We tend to bifurcate the external act of obedience from the internal motive behind our obedience. So, we believe that as long as we do God’s command on the outside, we’re good. Even if we don’t want to do it.

Maybe you thought that this line of thinking was biblical. I used to hold to a form of this view. But you cannot find this in the Bible. In fact, you find its opposite.

The Bible teaches that true obedience to God is not merely keeping His commands on the outside. True obedience is keeping His commands from your heart – out of love for God.

In other words, it’s only God-approved obedience when it’s rightly motivated.

But what do you do when you don’t have the right motives? In other words, What if I don’t feel like obeying God?

Of course, it’s better to obey even if you don’t feel like it. That ensures moral stability in the world. You may feel like cheating and lying, but you shouldn’t do such things. That’s good!

But what you have done? You’ve only done civic morality. That’s not gospel morality. That’s not obedience that pleases God. Obedience that pleases God is not done out of a “just do it” attitude.

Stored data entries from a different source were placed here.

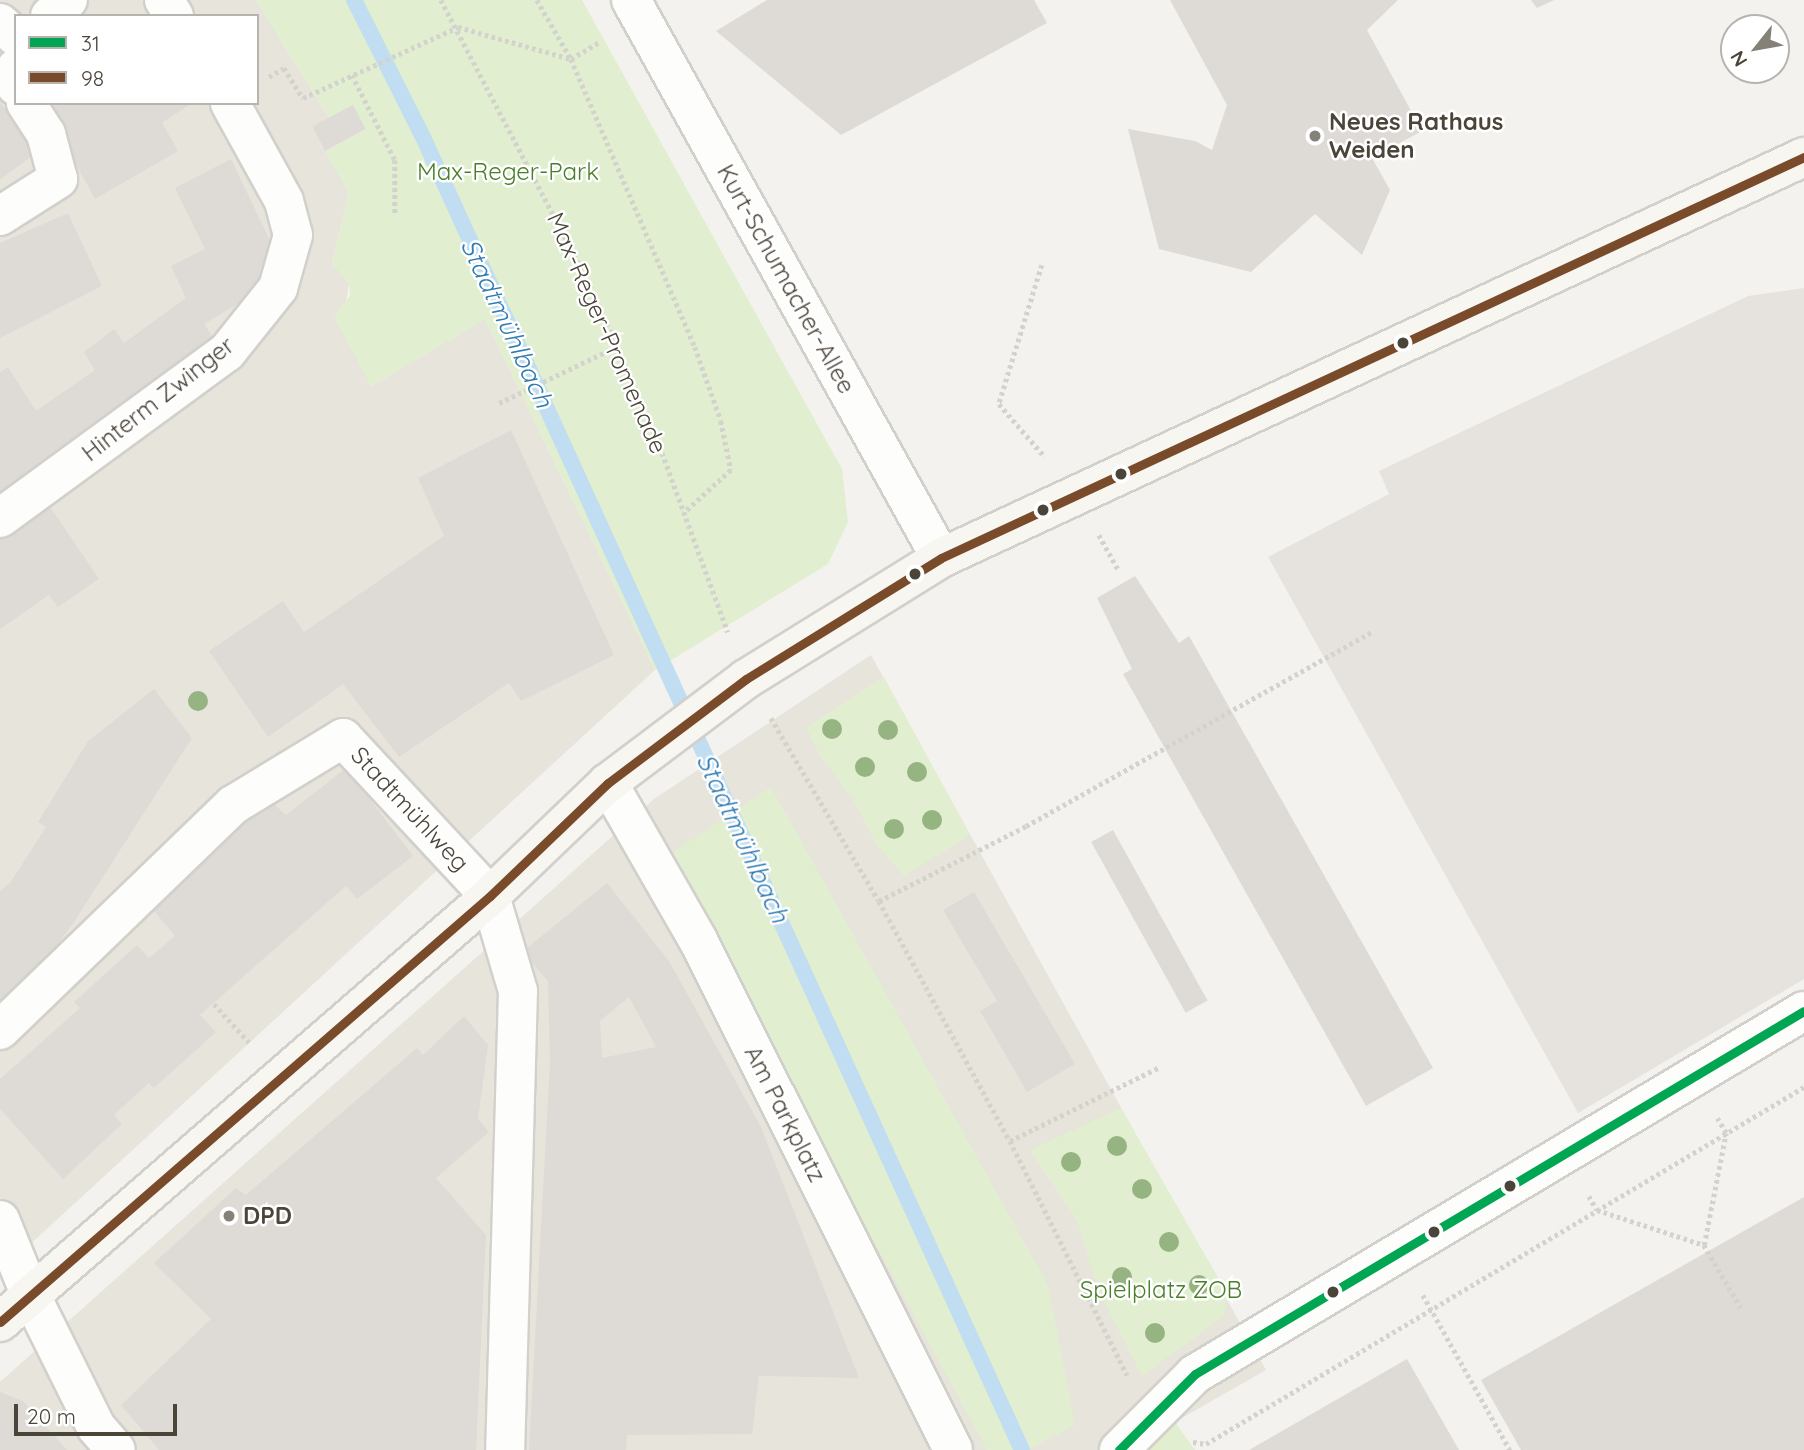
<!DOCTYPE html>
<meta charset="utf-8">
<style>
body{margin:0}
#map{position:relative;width:1804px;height:1450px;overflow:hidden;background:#f4f2ee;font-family:Quicksand,sans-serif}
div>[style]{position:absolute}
.residential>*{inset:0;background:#e7e4dc}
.green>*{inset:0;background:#e1eecf}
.parking>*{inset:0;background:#e6e3df}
.stream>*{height:16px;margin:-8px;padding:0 8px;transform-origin:8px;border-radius:8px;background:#c0ddf1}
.building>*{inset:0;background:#dedbd6;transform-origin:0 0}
.path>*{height:4.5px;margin-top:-2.25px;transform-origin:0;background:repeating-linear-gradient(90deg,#d3d2cc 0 3.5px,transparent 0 7px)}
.roads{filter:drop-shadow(2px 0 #d2d0cb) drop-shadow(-2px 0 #d2d0cb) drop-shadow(0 2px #d2d0cb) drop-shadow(0 -2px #d2d0cb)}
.street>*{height:38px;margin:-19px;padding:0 19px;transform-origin:19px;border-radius:19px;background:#fdfdfc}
.secondary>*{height:38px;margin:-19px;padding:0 19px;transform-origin:19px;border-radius:19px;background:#f7f6f1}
.bus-1>*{height:9px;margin:-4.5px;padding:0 4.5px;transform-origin:4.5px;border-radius:4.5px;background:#00a651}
.bus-2>*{height:9px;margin:-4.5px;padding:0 4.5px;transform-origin:4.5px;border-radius:4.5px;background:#7a4b2a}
.trees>*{width:20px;height:20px;margin:-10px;border-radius:50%;background:#96b382}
.dots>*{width:19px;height:19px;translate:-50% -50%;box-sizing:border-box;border:4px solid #fff;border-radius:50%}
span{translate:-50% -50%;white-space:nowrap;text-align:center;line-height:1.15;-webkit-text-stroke:5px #fff;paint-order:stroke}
.poi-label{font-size:24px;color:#4b4439;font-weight:700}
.left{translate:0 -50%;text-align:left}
.park-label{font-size:24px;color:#4a7f2a}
.street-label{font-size:24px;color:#4b4439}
.water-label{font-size:26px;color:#2e7ab2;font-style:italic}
.legend{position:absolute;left:14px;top:14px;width:245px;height:91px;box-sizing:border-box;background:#fff;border:2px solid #b7b4b0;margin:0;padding:9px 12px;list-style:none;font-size:21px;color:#4b4439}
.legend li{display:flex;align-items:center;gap:14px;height:35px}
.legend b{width:35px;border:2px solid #b7b4b0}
.north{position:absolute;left:1720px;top:14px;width:70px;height:70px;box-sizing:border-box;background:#fff;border:2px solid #b7b4b0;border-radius:50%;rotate:239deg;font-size:19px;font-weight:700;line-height:28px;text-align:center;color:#4b4439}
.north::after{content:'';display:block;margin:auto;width:24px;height:32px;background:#868178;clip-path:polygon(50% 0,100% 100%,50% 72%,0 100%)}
.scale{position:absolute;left:14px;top:1404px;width:163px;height:32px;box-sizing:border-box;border:4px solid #4b4439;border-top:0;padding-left:9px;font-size:21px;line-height:24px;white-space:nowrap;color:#4b4439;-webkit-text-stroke:5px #fff;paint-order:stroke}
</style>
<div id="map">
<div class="residential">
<i style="clip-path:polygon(evenodd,0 0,256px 0,329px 118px,353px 105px,366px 129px,326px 152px,349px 192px,332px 263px,349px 283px,345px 308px,371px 386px,485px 319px,655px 670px,0 1272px,0 0,16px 16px,257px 16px,257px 103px,16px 103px,16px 16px)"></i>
<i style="clip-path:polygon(871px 655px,1266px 1370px,1175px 1422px,1137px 1450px,0 1450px,0 1382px,654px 799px)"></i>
</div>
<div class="green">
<i style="clip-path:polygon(256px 0,582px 0,842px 469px,848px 522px,828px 564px,655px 670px,485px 319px,371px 386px,334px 317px,350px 296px,349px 282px,332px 264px,349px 192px,326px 152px,366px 129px,353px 106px,329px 118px)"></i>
<i style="clip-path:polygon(884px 677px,970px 835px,904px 876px,876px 844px,853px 799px,819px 754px,806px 727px)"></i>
<i style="clip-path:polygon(771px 787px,1048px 1285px,1075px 1425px,1028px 1450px,987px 1450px,666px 857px)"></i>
<i style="clip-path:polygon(1121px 1108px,1228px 1295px,1223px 1317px,1142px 1376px,1099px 1292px,1077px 1220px,1030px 1150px)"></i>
<i style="clip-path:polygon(1175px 1422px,1195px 1450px,1137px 1450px)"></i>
</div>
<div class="parking">
<i style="clip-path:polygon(1804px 288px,1804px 979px,1578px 1113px,1268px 557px,1389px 494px,1379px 471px,1748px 296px)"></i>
</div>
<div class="stream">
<i style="left:354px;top:0;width:153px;rotate:63.3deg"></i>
<i style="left:423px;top:137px;width:1443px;rotate:65.48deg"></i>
</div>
<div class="building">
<i style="clip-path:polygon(767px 0,1034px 0,1047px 23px,841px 135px,716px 31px)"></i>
<i style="clip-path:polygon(1170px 0,1398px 0,1367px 30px,1422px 131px,1372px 158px,1390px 190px,1362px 255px,1315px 214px,1251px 272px,1159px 249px,1128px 129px,1195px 141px,1212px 150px,1227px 105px)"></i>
<i style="clip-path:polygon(1531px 0,1554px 0,1537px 8px)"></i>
<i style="clip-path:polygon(0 102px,37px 152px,0 180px)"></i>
<i style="clip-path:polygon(42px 103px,192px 103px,162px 123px,178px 151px,95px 199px)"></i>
<i style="left:353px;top:105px;width:27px;height:46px;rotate:62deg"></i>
<i style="clip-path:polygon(231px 159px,278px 257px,266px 287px,204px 324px,218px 345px,0 502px,0 372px,8px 367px,36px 411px,95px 370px,84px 352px,114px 329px,124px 343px,186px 298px,171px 266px,205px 249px,175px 188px)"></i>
<i style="clip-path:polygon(68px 213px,102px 286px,0 338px,0 243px)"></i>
<i style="clip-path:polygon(511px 430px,614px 655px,521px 701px,509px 683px,399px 757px,343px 684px,268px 737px,209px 651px,283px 601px,304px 632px,444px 536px,418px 478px)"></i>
<i style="clip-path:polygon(47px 502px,99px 579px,58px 607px,49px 595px,0 629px,0 534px)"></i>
<i style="clip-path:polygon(1135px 576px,1179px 643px,1189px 636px,1433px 1068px,1366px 1106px,1123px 674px,1132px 669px,1097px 598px)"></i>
<i style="clip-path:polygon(154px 689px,192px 738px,74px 922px,27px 986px,0 1010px,0 891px,10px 883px,46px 827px,38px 822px,88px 741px)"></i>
<i style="clip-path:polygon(346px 768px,413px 856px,357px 899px,346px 886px,200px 1015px,216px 1032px,154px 1088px,149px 1083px,114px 1115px,122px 1124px,63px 1179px,0 1109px,0 1079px,80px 1008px,74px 1002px,137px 945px,149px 958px,175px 936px,149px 905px,266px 797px,286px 815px)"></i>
<i style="left:1113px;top:830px;width:195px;height:25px;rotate:61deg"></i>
<i style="clip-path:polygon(evenodd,607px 883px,669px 961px,761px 1127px,859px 1378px,759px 1376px,752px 1434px,627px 1435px,626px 1450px,529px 1450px,550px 1061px,548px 981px,522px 952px,607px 883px,629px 997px,656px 1047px,602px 1058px,600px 1021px,629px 997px)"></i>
<i style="clip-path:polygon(974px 892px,1075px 1064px,1027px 1092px,980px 1011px,997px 1001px,943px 910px)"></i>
<i style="clip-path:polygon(464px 1016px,488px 1045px,478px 1119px,489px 1132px,436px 1178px,486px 1235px,476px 1450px,159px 1450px,121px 1405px,211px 1319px,154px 1263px,236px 1188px,246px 1195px,417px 1048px,423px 1055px)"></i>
<i style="clip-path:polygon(1804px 1197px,1804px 1450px,1521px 1450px,1481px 1380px)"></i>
<i style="clip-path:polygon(1407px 1359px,1459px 1450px,1249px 1450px,1296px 1423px)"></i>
<i style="clip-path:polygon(0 1392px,23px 1401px,67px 1450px,0 1450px)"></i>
</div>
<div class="path">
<i style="left:441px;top:0;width:322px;rotate:62.4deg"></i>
<i style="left:590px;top:285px;width:162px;rotate:66.3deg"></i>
<i style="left:655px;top:433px;width:212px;rotate:69.9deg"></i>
<i style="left:537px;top:0;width:68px;rotate:60deg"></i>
<i style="left:571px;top:59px;width:314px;rotate:66.7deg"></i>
<i style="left:695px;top:347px;width:78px;rotate:70.6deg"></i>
<i style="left:721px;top:421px;width:50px;rotate:78.5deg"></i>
<i style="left:731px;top:470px;width:64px;rotate:137.5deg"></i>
<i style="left:352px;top:75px;width:95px;rotate:63.2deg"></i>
<i style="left:395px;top:160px;width:53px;rotate:90deg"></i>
<i style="left:269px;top:77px;width:17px;rotate:-31deg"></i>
<i style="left:284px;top:68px;width:36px;rotate:58deg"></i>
<i style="left:303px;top:98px;width:170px;rotate:-24.6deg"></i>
<i style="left:458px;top:27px;width:117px;rotate:15.8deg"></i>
<i style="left:571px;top:59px;width:35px;rotate:-31deg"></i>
<i style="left:1042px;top:265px;width:145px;rotate:107.2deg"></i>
<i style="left:999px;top:404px;width:70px;rotate:49deg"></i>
<i style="left:499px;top:403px;width:130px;rotate:-25.6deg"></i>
<i style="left:1099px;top:535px;width:41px;rotate:60.9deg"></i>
<i style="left:771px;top:718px;width:212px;rotate:59.5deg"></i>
<i style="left:879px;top:901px;width:273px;rotate:61.4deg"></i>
<i style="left:1010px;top:1141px;width:262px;rotate:63.4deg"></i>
<i style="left:879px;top:901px;width:165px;rotate:-27deg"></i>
<i style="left:1026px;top:826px;width:396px;rotate:-29.3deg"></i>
<i style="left:214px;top:1004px;width:52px;rotate:47.4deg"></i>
<i style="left:1010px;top:1141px;width:167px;rotate:-26.3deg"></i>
<i style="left:1589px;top:1196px;width:16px;rotate:60deg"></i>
<i style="left:1597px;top:1210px;width:113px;rotate:18.1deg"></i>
<i style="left:1704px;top:1245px;width:114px;rotate:-78.9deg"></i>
<i style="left:1726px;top:1133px;width:17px;rotate:-121deg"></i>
<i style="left:1704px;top:1245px;width:73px;rotate:59.6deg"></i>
<i style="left:1423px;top:1295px;width:178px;rotate:60.7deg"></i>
<i style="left:1193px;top:1442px;width:13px;rotate:9deg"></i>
<i style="left:1206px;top:1444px;width:696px;rotate:-30.84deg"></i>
</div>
<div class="roads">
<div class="street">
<i style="left:164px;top:0;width:19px;rotate:58deg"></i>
<i style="left:631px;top:0;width:638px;rotate:60.95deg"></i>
<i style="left:50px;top:16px;width:24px;rotate:-42deg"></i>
<i style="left:0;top:23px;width:21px;rotate:41deg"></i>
<i style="left:16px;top:68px;width:18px;rotate:90deg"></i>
<i style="left:0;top:216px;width:69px;rotate:-32.5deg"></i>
<i style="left:58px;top:179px;width:47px;rotate:-104.9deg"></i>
<i style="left:46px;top:134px;width:37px;rotate:-123deg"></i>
<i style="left:0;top:518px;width:281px;rotate:-36.2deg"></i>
<i style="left:227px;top:352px;width:82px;rotate:-51.4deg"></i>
<i style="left:278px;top:288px;width:55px;rotate:-74.2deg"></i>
<i style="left:293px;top:235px;width:35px;rotate:-105deg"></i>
<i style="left:284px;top:201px;width:112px;rotate:-118.9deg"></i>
<i style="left:608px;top:783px;width:181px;rotate:60.2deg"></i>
<i style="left:698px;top:940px;width:570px;rotate:63.43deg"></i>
<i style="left:0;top:1030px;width:324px;rotate:-44deg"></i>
<i style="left:233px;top:805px;width:129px;rotate:-31.3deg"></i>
<i style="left:343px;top:738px;width:216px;rotate:47.1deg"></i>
<i style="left:490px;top:896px;width:99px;rotate:73.6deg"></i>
<i style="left:518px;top:991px;width:459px;rotate:91.6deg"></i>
<i style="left:0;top:1220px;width:80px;rotate:67.9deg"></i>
<i style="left:30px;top:1294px;width:148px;rotate:63.6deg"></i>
<i style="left:96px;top:1427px;width:30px;rotate:49deg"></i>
<i style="left:1119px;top:1450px;width:107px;rotate:-45deg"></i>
<i style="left:1195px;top:1374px;width:709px;rotate:-30.8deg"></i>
</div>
<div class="secondary">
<i style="left:0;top:1322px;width:649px;rotate:-41deg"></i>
<i style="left:490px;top:896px;width:163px;rotate:-43.8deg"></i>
<i style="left:608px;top:783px;width:173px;rotate:-37deg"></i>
<i style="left:746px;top:679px;width:229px;rotate:-31.8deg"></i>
<i style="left:941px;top:558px;width:952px;rotate:-24.92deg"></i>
</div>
</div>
<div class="bus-1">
<i style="left:1119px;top:1450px;width:107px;rotate:-45deg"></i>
<i style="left:1195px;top:1374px;width:709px;rotate:-30.8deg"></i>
</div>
<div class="bus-2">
<i style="left:0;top:1322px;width:649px;rotate:-41deg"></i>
<i style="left:490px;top:896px;width:163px;rotate:-43.8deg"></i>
<i style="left:608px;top:783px;width:173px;rotate:-37deg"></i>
<i style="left:746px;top:679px;width:229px;rotate:-31.8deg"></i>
<i style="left:941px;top:558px;width:952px;rotate:-24.92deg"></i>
</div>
<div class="trees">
<i style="left:198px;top:701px"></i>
<i style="left:832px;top:729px"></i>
<i style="left:888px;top:730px"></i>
<i style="left:865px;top:767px"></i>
<i style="left:917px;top:772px"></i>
<i style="left:932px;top:820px"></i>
<i style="left:894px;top:829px"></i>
<i style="left:1117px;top:1146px"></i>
<i style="left:1071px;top:1162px"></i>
<i style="left:1142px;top:1189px"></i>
<i style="left:1169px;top:1242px"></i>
<i style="left:1122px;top:1277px"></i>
<i style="left:1199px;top:1285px"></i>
<i style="left:1155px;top:1333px"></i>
</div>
<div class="dots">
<i style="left:1315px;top:136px;background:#868178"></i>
<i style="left:1403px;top:343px;background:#4b4439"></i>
<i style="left:1121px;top:474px;background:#4b4439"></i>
<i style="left:1043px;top:510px;background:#4b4439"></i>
<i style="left:915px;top:574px;background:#4b4439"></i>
<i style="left:1510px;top:1186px;background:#4b4439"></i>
<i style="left:229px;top:1216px;background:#868178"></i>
<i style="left:1434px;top:1232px;background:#4b4439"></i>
<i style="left:1333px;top:1292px;background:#4b4439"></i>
</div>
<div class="poi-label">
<span class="left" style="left:1329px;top:136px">Neues Rathaus<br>Weiden</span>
<span class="left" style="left:243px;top:1216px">DPD</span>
</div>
<div class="park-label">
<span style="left:508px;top:172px">Max-Reger-Park</span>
<span style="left:1161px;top:1290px">Spielplatz ZOB</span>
</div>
<div class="street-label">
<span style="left:786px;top:279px;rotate:61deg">Kurt-Schumacher-Allee</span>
<span style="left:607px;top:333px;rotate:66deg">Max-Reger-Promenade</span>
<span style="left:158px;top:399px;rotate:-38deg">Hinterm Zwinger</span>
<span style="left:410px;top:809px;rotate:47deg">Stadtmühlweg</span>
<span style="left:785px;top:1114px;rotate:63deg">Am Parkplatz</span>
</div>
<div class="water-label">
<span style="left:507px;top:323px;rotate:65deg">Stadtmühlbach</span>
<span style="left:743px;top:838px;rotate:65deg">Stadtmühlbach</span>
</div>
<ul class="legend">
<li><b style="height:9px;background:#00a651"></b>31</li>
<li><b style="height:9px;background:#7a4b2a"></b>98</li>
</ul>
<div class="north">N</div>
<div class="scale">20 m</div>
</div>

Instead, we learn from 1 Corinthians 13:1-3 that you can even sacrifice your body to be burned for Christ, but if you don’t have love in your heart as your offer yourself, it profits you nothing. God counts your sacrificial obedience as a “zero.” But why? You did the loving thing!

No, you did not. It wasn’t love on display. Paul’s language is precise – you must have love. Having love is not the same as doing a loving action. You can externally do something that looks like love. But “looks like” is not the same as “is.”

Having love is internal; it’s about your heart; it’s about your motives and desires, which fuel your behavior.

So then, am I saying that if you don’t feel like obeying God, you shouldn’t? No!
Am I saying that you need to check your motives and make sure they’re perfectly pure and right before you obey God.
Absolutely not!

Because the danger in dealing with our motives is navel-gazing – looking into yourself so much that you get all twisted up thinking about your motives. That will drive you away from Christ.

So, what should I do when I don’t feel like doing something God calls me to do? You should begin with confession - confessing the sin of not wanting to obey God.

For example, when you don’t feel like reading your Bible, I would encourage you to read your Bible, but to do so as you repent of your sin of coldness, which is the sin of unbelief.

You don’t believe, in that moment, that the Bible is the divinely inspired Word of God that has eternal life, that’s sweeter than honey, more precious than gold, converts your soul, and trains you in righteousness. My problem is that I’m not believing God’s own testimony.

So, I begin my Bible reading by repenting of my unbelief if my heart is cold. I ask for His forgiveness. Then I ask Him to grant me a willing and humble heart. And to grant me eyes to see the beauty of Christ from the text. And I ask Him to help me understand, enjoy, and see applications for my life by the power of His Spirit as I read.

Then I read. But I read having had my heart changed by repenting of my sin, receiving His forgiveness in Christ, and remembering how much goodness He has in store for me in the Word.

We can have a pure heart by God’s grace as we come to an issue of obedience. That is God’s promise to us.

So, next time you’re struggling to obey God. Don’t “just do it.” Don’t suppress your feelings.

Let God work on them by the gospel as you come to Him for mercy and grace to change you on the inside…so that you can obey, in the truest sense of that word, on the outside.